Еще одно существенное обстоятельство. Естественно, что в московских лекциях я апеллировал к российским реалиям. Приехав в Израиль год назад, я пока недостаточно ориентируюсь в здешней ситуации, чтобы так же свободно работать с ней. Думаю однако, что обсуждаемые далее вопросы не менее актуальны для Израиля, чем для России. Если моя гипотеза станет подтверждаться по ходу дальнейшей работы, буду благодарен за повороты мысли в эту сторону и соответствующие примеры.
Пока я планирую следующую организацию работы. На нашем сайте по мере написания будут вывешиваться очередные фрагменты текста. Постараюсь готовить текст последовательно, сообразно предполагаемой структуре книги (структура и “Введение” следуют ниже), хотя какие-то лакуны, конечно, неизбежны. Это первая редакция. Прошу заметить, что я лишен возможности вступать в развернутую дискуссию с читателями (оппонентами, соавторами? –наши роли будут уточняться в ходе дальнейшей работы) и – за исключением особо интересных случаев – буду просто учитывать (либо не учитывать) Ваши вопросы и замечания в окончательном тексте. Моим ответом будет второй вариант текста, включающий вопросы и замечания читателей (те, которые я найду полезными для текста будущей книги) и мою реакцию на них. Второй вариант будет публиковаться вслед за первым с естественным отставанием. В случае успеха всего этого начинания имена участников будут сохранены в книге. О сроках могу сказать только, что пока, если ничего не изменится, надеюсь завершить работу примерно в течение года.
ТЕОРИЯ РЕФОРМ
Введение (Первая редакция публикуется 04.11.01)

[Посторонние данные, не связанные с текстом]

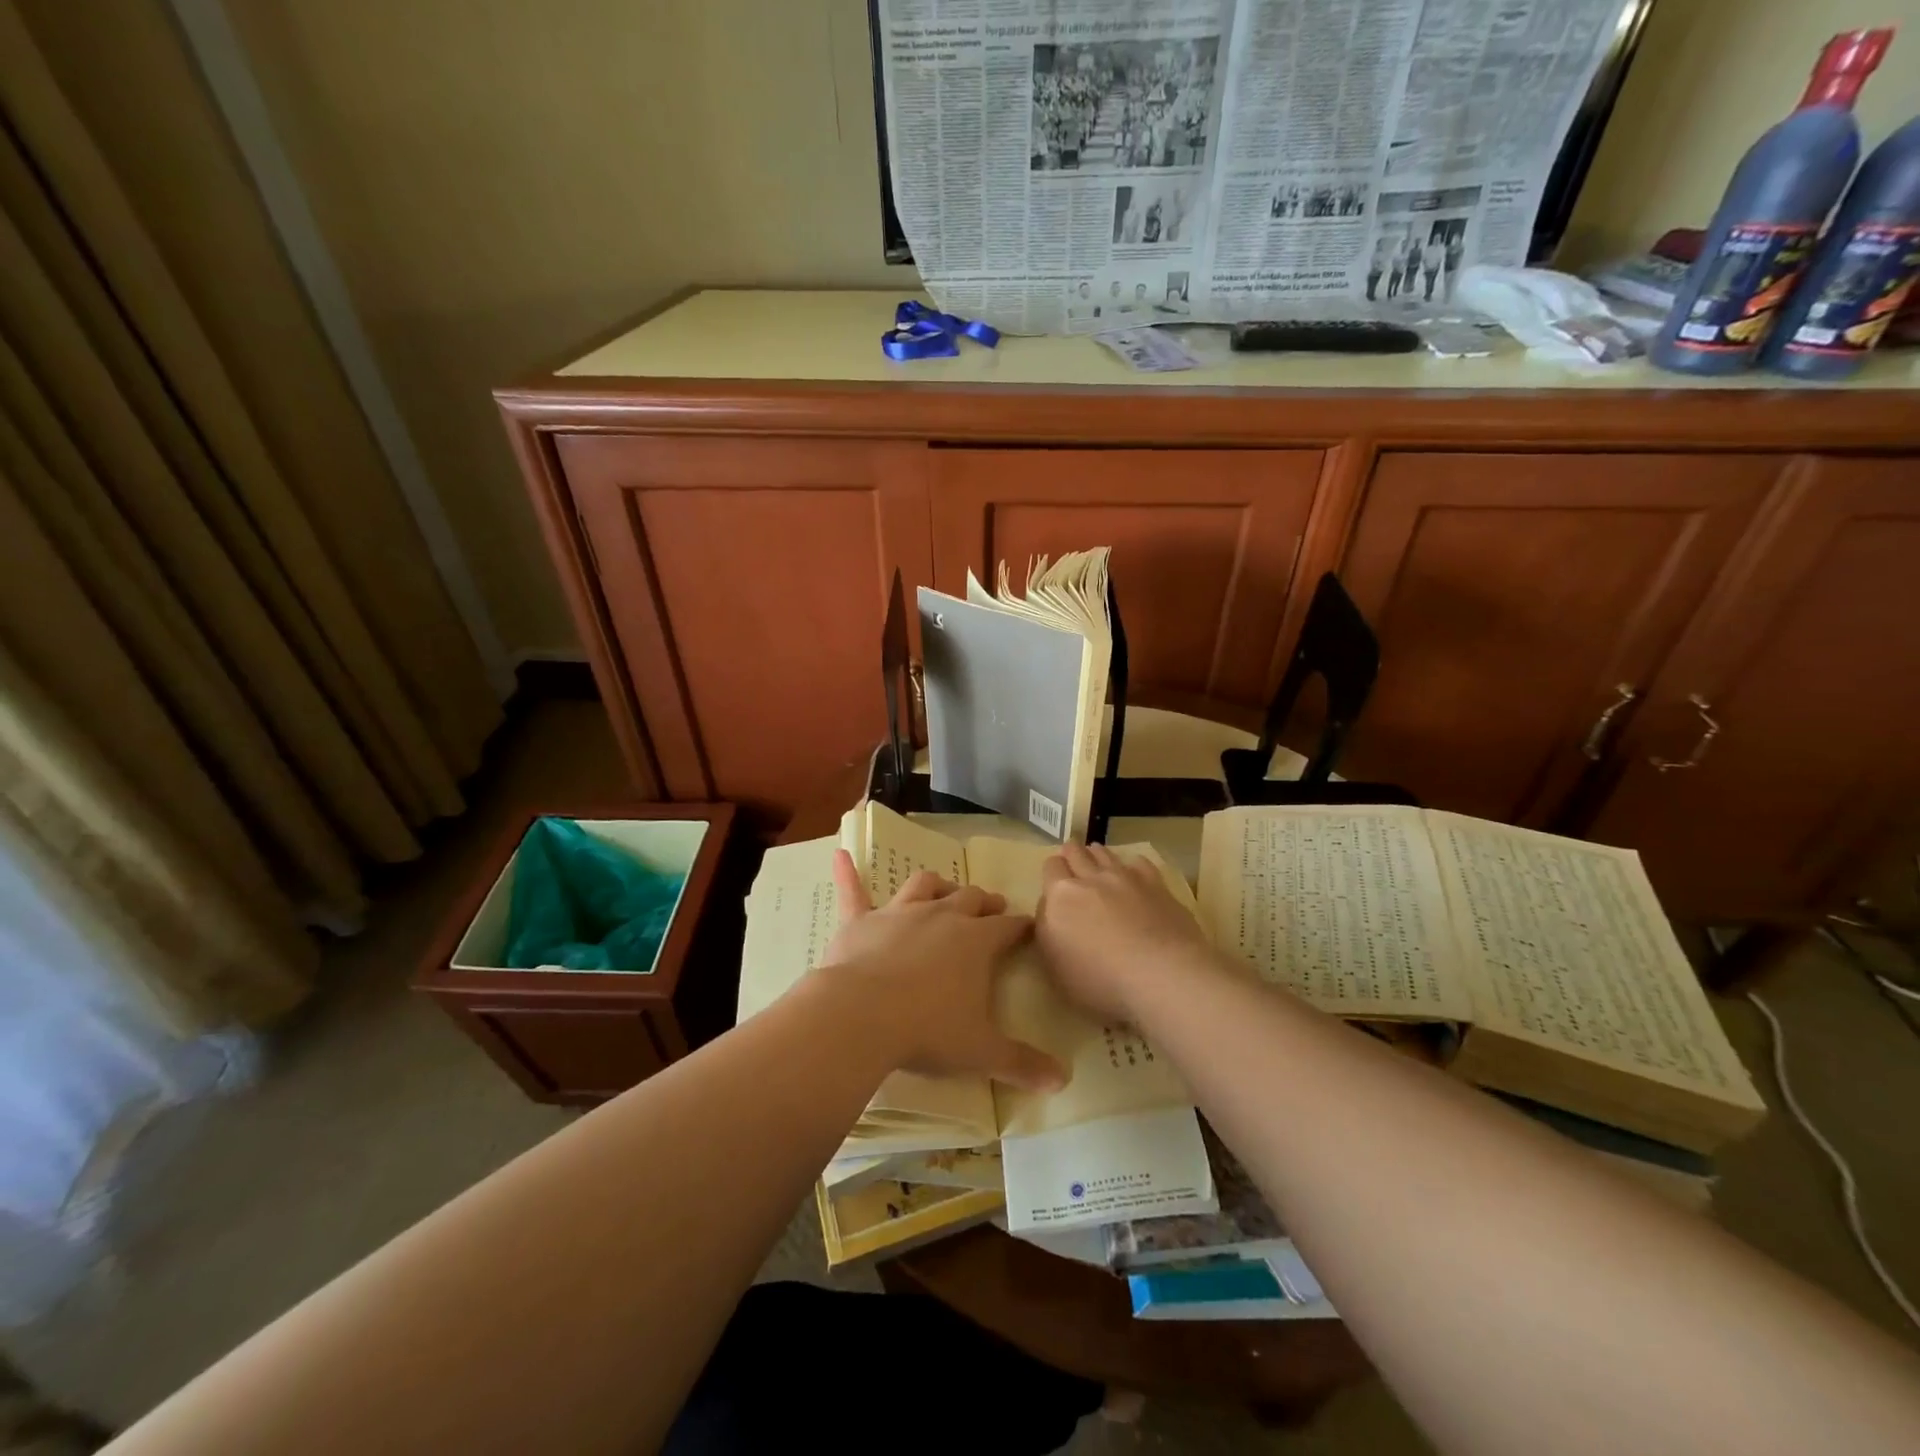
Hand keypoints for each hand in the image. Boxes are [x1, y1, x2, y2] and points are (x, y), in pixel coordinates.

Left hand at [822, 850, 1065, 1091]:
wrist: (861, 1016)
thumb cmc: (928, 1030)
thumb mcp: (981, 1052)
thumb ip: (1022, 1063)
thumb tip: (1063, 1080)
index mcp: (976, 942)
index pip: (1009, 927)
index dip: (1021, 926)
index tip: (1029, 926)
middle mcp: (941, 917)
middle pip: (970, 899)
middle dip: (985, 902)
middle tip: (993, 906)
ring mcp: (899, 914)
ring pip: (923, 886)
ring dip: (937, 886)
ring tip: (943, 889)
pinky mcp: (861, 922)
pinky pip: (854, 892)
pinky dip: (848, 874)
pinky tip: (840, 856)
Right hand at [1038, 843, 1214, 1021]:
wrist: (1162, 976)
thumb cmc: (1100, 982)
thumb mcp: (1056, 969)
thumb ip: (1047, 933)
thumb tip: (1050, 911)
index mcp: (1061, 896)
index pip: (1050, 868)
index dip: (1052, 872)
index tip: (1054, 882)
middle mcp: (1090, 878)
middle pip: (1076, 852)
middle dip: (1072, 854)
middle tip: (1072, 859)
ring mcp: (1125, 878)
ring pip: (1106, 854)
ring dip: (1098, 855)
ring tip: (1097, 857)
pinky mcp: (1156, 884)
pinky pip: (1140, 863)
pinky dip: (1133, 865)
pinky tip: (1134, 872)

Лекция 1. Основные представления и
средства предстоящей работы.
Прошлое и будущее.
Искусственное и естественное. Старое и новое.
Социум, культура, история. Схема “комнаты”: три
метатеории или одна?
Лекция 2. К теории преобразований.
Как мыслить
преобразования? Проектный и программный подходы.
Типология преобразований.
Лекция 3. К теории реализации.
Типы интеллектуального
обеспечения преобразований. Структура
преобразовательной деятельности. Реализация и
исполнение. Управление и власть. Политика и
война. Метод, методика, технология.
Лекция 4. К теории реализации.
Аналитические
деятельности. Аналитика и наука. Аналитика и
информатика. Типы аналитической МД.
Лекция 5. К теории реализации.
Прожективные
деятельности. Прогнозирование и проектирование.
Типы прожективной МД.
Когда-то Гавриил Попов назвал советскую систему административно-командной. Выражение это получило широкое хождение, хотя оно кажется понятным только до тех пор, пока не начнешь в него вдумываться. Судя по контексту, оно обозначает особую “технологию” принятия и реализации управленческих решений, – скажем, как в армии, где из этой сферы по видимости напрочь устранена демократия. Этого достаточно для публицистики, но совершенно недостаточно для каких-либо осмысленных действий. Я бы сказал больше: принятое как руководство к действию, это определение вообще неверно нас ориентирует. Попробуем разобраться.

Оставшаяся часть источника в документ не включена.